ECLI:NL:RBDHA:2022:2437
Rechtbank Den Haag
- Eerste aanleg - enkelvoudig
- Rechtspraak.nl
Afwijzing aanvraag mvv voor gezinshereniging op basis van artikel 8 EVRM met betrekking tot minderjarigheid en afhankelijkheidsrelatie
In deze zaak, behandeld door de Rechtbank Den Haag, hebben eisers, allen met de Afghaanse nationaliteit, een beroep ingesteld tegen de afwijzing van hun aanvraag voor een machtiging tot voorlopig verblijf (mvv) voor gezinshereniging. De aanvraag was afgewezen door de staatssecretaris van Justitie en Veiligheid, omdat de familierechtelijke relatie tussen de eisers en hun referent niet was aangetoond. De rechtbank heeft op 8 maart 2022 uitspraak gedaan in deze zaak, waarbij de eisers werden vertegenwoordigd door hun gemachtigde, mr. P.C.M. van Schijndel. De staatssecretaris was niet aanwezig op de zitting.

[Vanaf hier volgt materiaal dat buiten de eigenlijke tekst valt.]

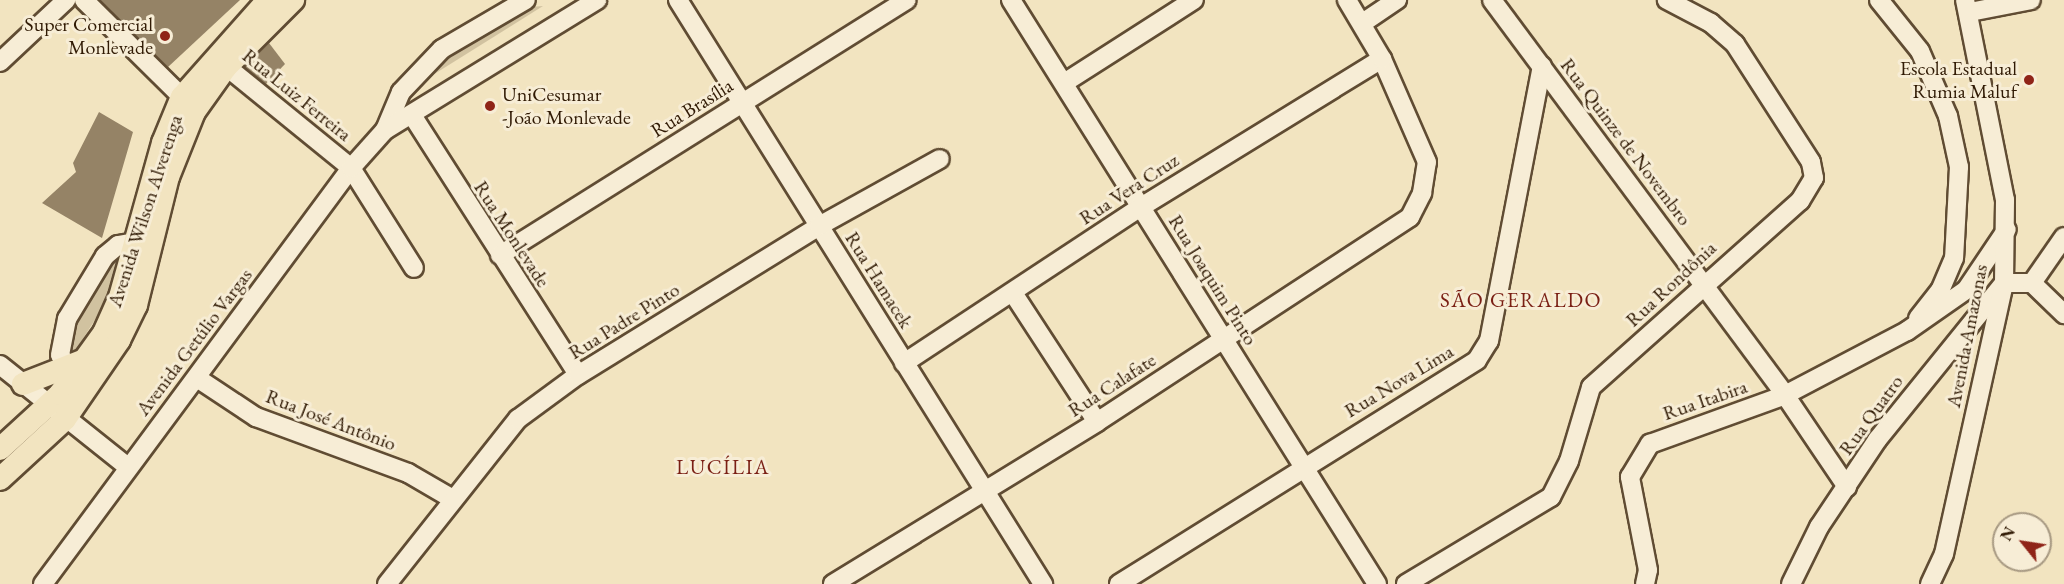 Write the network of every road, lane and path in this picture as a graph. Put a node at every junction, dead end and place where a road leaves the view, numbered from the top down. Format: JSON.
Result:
{"nodes":[{"id":1,"x":66,"y":0,"type":"edge"},
{"id":2,"x":84,"y":0,"type":"edge"},
{"id":3,"x":268,"y":0,"type":"edge"},
{"id":4,"x":293,"y":0,"type":"edge"},
{"id":5,"x":526,"y":0,"type":"edge"},
{"id":6,"x":597,"y":0,"type":"edge"},
{"id":7,"x":678,"y":0,"type":"edge"},
{"id":8,"x":907,"y":0,"type":"edge"},
{"id":9,"x":1011,"y":0,"type":"edge"},
{"id":10,"x":1194,"y":0,"type":"edge"},
{"id":11,"x":1347,"y":0,"type":"edge"},
{"id":12,"x":1397,"y":0,"type":"edge"},
{"id":13,"x":1492,"y":0,"type":"edge"},
{"id":14,"x":1667,"y":0,"type":"edge"},
{"id":15,"x":1879,"y":0,"type":"edge"},
{"id":16,"x":2031,"y":0,"type":"edge"},
{"id":17,"x":1967,"y":6,"type":"edge"},
{"id":18,"x":1364,"y":22,"type":"junction"},
{"id":19,"x":1382,"y":59,"type":"junction"},
{"id":20,"x":221,"y":62,"type":"junction"},
{"id":21,"x":0,"y":63,"type":"edge"},
{"id":22,"x":1542,"y":66,"type":"junction"},
{"id":23,"x":1064,"y":83,"type":"junction"},
{"id":24,"x":182,"y":97,"type":"junction"},
{"id":25,"x":741,"y":104,"type":"junction"},
{"id":26,"x":412,"y":115,"type":"junction"},
{"id":27,"x":385,"y":130,"type":"junction"},
{"id":28,"x":940,"y":159,"type":"dead end"},
{"id":29,"x":351,"y":168,"type":"junction"},
{"id":30,"x":1141,"y":207,"type":"junction"},
{"id":31,"x":819,"y":226,"type":"junction"},
{"id":32,"x":2008,"y":228,"type":"junction"},
{"id":33,"x":2064,"y":237,"type":"edge"},
{"id":34,"x":135,"y":242,"type":"junction"},
{"id":35,"x":500,"y":255,"type":"junction"},
{"id":36,"x":414,"y":268,"type":"dead end"},
{"id":37,"x":2004,"y":283,"type":"junction"},
{"id":38,"x":2032,"y":283,"type":"junction"},
{"id":39,"x":1705,"y":286,"type":"junction"},
{"id":40,"x":1012,"y":293,"type":"junction"},
{"id":41,"x":2064,"y":314,"type":"edge"},
{"id":42,"x":1907,"y":331,"type":"junction"},
{"id":43,"x":1223,"y":339,"type":"junction"},
{"id":44,"x":904,"y":363,"type":"junction"},
{"id":45,"x":0,"y":365,"type":"edge"},
{"id":46,"x":69,"y":374,"type":"junction"},
{"id":47,"x":578,"y":375,"type":"junction"},
{"id":48,"x":197,"y":378,"type":"junction"},
{"id":49,"x":23,"y":384,"type":"junction"},
{"id":50,"x":1785,"y":395,"type":"junction"},
{"id":51,"x":57,"y":413,"type":"junction"},
{"id":52,"x":1097,"y":422,"type":"junction"},
{"id":53,"x":0,"y":449,"type":"edge"},
{"id":54,"x":1303,"y":464,"type":"junction"},
{"id":55,"x":128,"y":467,"type":"junction"},
{"id":56,"x":0,"y":479,"type":"edge"},
{"id":57,"x":1847,"y":487,"type":"junction"},
{"id":58,"x":984,"y":490,"type":"junction"},
{"id":59,"x":452,"y":498,"type":"junction"},
{"id":60,"x":391,"y":583,"type":"edge"},
{"id":61,"x":43,"y":584,"type":"edge"},
{"id":62,"x":833,"y":584,"type":"edge"},
{"id":63,"x":1043,"y":584,"type":"edge"},
{"id":64,"x":1119,"y":584,"type":"edge"},
{"id":65,"x":1377,"y":584,"type":"edge"},
{"id":66,"x":1406,"y":584,"type":"edge"},
{"id":67,"x":1645,"y":584,"type":"edge"},
{"id":68,"x":1791,"y":584,"type":"edge"},
{"id":69,"x":1930,"y":584,"type":"edge"}],
"edges":[{"from":1,"to":21,"type":"street"},
{"from":2,"to":24,"type":"street"},
{"from":3,"to":20,"type":"main road","name":"Avenida Wilson Alverenga"},
{"from":4,"to":20,"type":"main road","name":"Avenida Wilson Alverenga"},
{"from":5,"to":27,"type":"street","name":"Avenida Getúlio Vargas"},
{"from":6,"to":26,"type":"street","name":"Avenida Getúlio Vargas"},
{"from":7,"to":25,"type":"street","name":"Rua Hamacek"},
{"from":8,"to":25,"type":"street","name":"Rua Brasília"},
{"from":9,"to":23,"type":"street","name":"Rua Joaquim Pinto"},
{"from":10,"to":23,"type":"street"},
{"from":11,"to":18,"type":"street"},
{"from":12,"to":18,"type":"street"},
{"from":13,"to":22,"type":"street","name":"Rua Quinze de Novembro"},
{"from":14,"to":39,"type":"street","name":"Rua Rondônia"},
{"from":15,"to":42,"type":"street","name":"Rua Itabira"},
{"from":16,"to":17,"type":"street","name":"Avenida Amazonas"},
{"from":17,"to":32,"type":"street","name":"Avenida Amazonas"},
{"from":18,"to":19,"type":"street"},
{"from":19,"to":30,"type":"street","name":"Rua Vera Cruz"},
{"from":19,"to":43,"type":"street","name":"Rua Calafate"},
{"from":20,"to":24,"type":"main road","name":"Avenida Wilson Alverenga"},
{"from":20,"to":29,"type":"street","name":"Rua Luiz Ferreira"},
{"from":20,"to":51,"type":"main road","name":"Avenida Wilson Alverenga"},
{"from":22,"to":39,"type":"street","name":"Rua Quinze de Novembro"},
{"from":22,"to":54,"type":"street","name":"Rua Nova Lima"},
{"from":23,"to":30,"type":"street","name":"Rua Joaquim Pinto"},
{"from":24,"to":34,"type":"main road","name":"Avenida Wilson Alverenga"},
{"from":25,"to":31,"type":"street","name":"Rua Hamacek"},
{"from":25,"to":35,"type":"street","name":"Rua Brasília"},
{"from":26,"to":27,"type":"street","name":"Avenida Getúlio Vargas"},
{"from":26,"to":35,"type":"street","name":"Rua Monlevade"},
{"from":27,"to":29,"type":"street","name":"Avenida Getúlio Vargas"},
{"from":28,"to":31,"type":"street","name":"Rua Padre Pinto"},
{"from":29,"to":36,"type":"street","name":"Rua Luiz Ferreira"},
{"from":29,"to":48,"type":"street","name":"Avenida Getúlio Vargas"},
{"from":30,"to":40,"type":"street","name":"Rua Vera Cruz"},
{"from":30,"to":43,"type":"street","name":"Rua Joaquim Pinto"},
{"from":31,"to":44,"type":"street","name":"Rua Hamacek"},
{"from":31,"to":47,"type":"street","name":"Rua Padre Pinto"},
{"from":32,"to":37,"type":"street","name":"Avenida Amazonas"},
{"from":32,"to":42,"type":"street","name":"Rua Itabira"},
{"from":33,"to":38,"type":"street"},
{"from":34,"to":46,"type":"main road","name":"Avenida Wilson Alverenga"},
{"from":34,"to":46,"type":"street"},
{"from":35,"to":47,"type":"street","name":"Rua Monlevade"},
{"from":37,"to":38,"type":"street"},
{"from":37,"to":57,"type":"street","name":"Rua Quatro"},
{"from":37,"to":69,"type":"street","name":"Avenida Amazonas"},
{"from":38,"to":41,"type":"street"},
{"from":39,"to":50,"type":"street","name":"Rua Quinze de Novembro"},
{"from":39,"to":66,"type":"street","name":"Rua Rondônia"},
{"from":40,"to":44,"type":"street","name":"Rua Vera Cruz"},
{"from":40,"to":52,"type":"street"},
{"from":42,"to":50,"type":"street","name":"Rua Itabira"},
{"from":43,"to":52,"type":"street","name":"Rua Calafate"},
{"from":43,"to":54,"type":"street","name":"Rua Joaquim Pinto"},
{"from":44,"to":58,"type":"street","name":"Rua Hamacek"},
{"from":45,"to":49,"type":"street"},
{"from":46,"to":49,"type":"main road"},
{"from":46,"to":51,"type":"main road","name":"Avenida Wilson Alverenga"},
{"from":47,"to":59,"type":"street","name":"Rua Padre Pinto"},
{"from":48,"to":55,"type":"street","name":"Avenida Getúlio Vargas"},
{"from":48,"to":59,"type":"street","name":"Rua José Antônio"},
{"from":49,"to":51,"type":"street"},
{"from":50,"to":57,"type":"street","name":"Rua Quinze de Novembro"},
{"from":50,"to":67,"type":"street","name":"Rua Itabira"},
{"from":51,"to":53,"type":"main road","name":"Avenida Wilson Alverenga"},
{"from":51,"to":55,"type":"street"},
{"from":51,"to":56,"type":"main road","name":"Avenida Wilson Alverenga"},
{"from":52,"to":58,"type":"street","name":"Rua Calafate"},
{"from":54,"to":64,"type":"street","name":"Rua Nova Lima"},
{"from":54,"to":65,"type":"street","name":"Rua Joaquim Pinto"},
{"from":55,"to":61,"type":"street","name":"Avenida Getúlio Vargas"},
{"from":57,"to":68,"type":"street","name":"Rua Quatro"},
{"from":58,"to":62,"type":"street","name":"Rua Calafate"},
{"from":58,"to":63,"type":"street","name":"Rua Hamacek"},
{"from":59,"to":60,"type":"street","name":"Rua Padre Pinto"}]}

De rechtbank heeft overwogen dat de eisers niet konden aantonen dat er sprake was van een meer dan gebruikelijke afhankelijkheidsrelatie met de referent, die sinds 2012 in Nederland verblijft. De rechtbank heeft vastgesteld dat, hoewel er mogelijk een emotionele band bestaat, dit niet voldoende is om te concluderen dat er sprake is van een meer dan gebruikelijke afhankelijkheid. De rechtbank heeft ook geoordeeld dat de staatssecretaris niet verplicht was om nader onderzoek te doen naar de familierechtelijke relatie, omdat de aanvraag niet was afgewezen op basis van het niet aantonen van deze relatie.

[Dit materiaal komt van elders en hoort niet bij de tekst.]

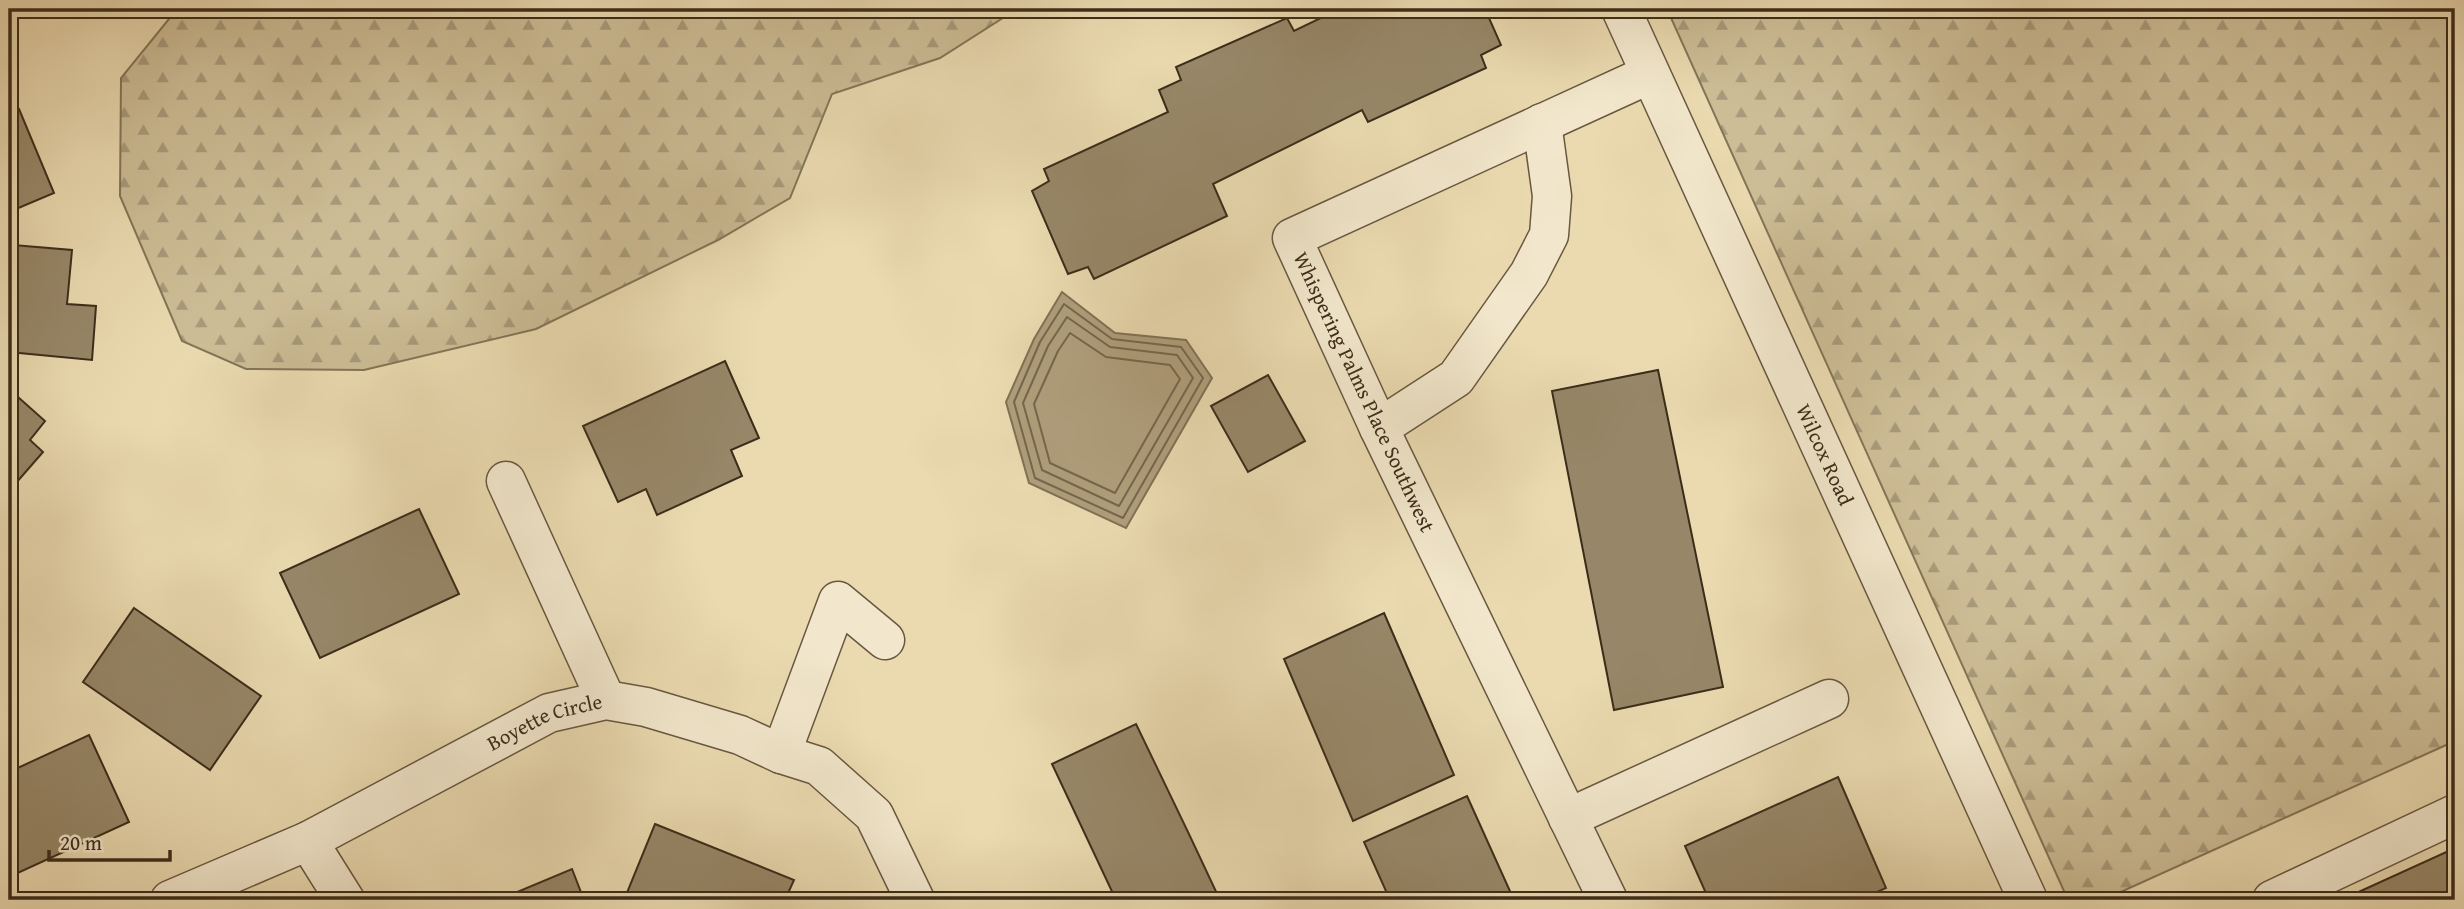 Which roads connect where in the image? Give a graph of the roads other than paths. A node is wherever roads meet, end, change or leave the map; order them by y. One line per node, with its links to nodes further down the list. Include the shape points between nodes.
1 (1621, 9): 2 (street, Wilcox Road)
2 (1650, 74): 3 (street, Whispering Palms Place Southwest); 17 (street, Wilcox Road)
3 (1542, 123): 4 (street, via 1552,195 1549,235 1534,264 1456,378); 4 (street, Whispering Palms Place Southwest, via 1292,238)
4 (1379, 428): 11 (street, Whispering Palms Place Southwest)
5 (506, 481): 8 (street)
6 (885, 640): 9 (street, via 838,601)
7 (1829, 699): 11 (street)
8 (606, 700): 9 (street, Boyette Circle, via 740,735); 12 (street, Boyette Circle, via 549,713)
9 (781, 754): 15 (street, Boyette Circle, via 819,766 874,815)
10 (2455, 814): 18 (street)
11 (1568, 818): 16 (street, Whispering Palms Place Southwest)
12 (309, 841): 13 (street, Boyette Circle); 14 (street)
13 (170, 900)
14 (345, 900)
15 (915, 900)
16 (1608, 900)
17 (2028, 900)
18 (2272, 900)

De rechtbank heeft het beroep van eisers ongegrond verklaard, waarbij zij heeft benadrukt dat de referent niet langer tot het gezin van zijn ouders behoort en dat de jongvolwassenenbeleid niet van toepassing is. De rechtbank heeft ook geoordeeld dat de hoorplicht in deze zaak niet is geschonden, omdat de specifieke omstandigheden van de zaak dit toelieten. De uitspraak is openbaar uitgesproken en een afschrift is verzonden aan de betrokken partijen.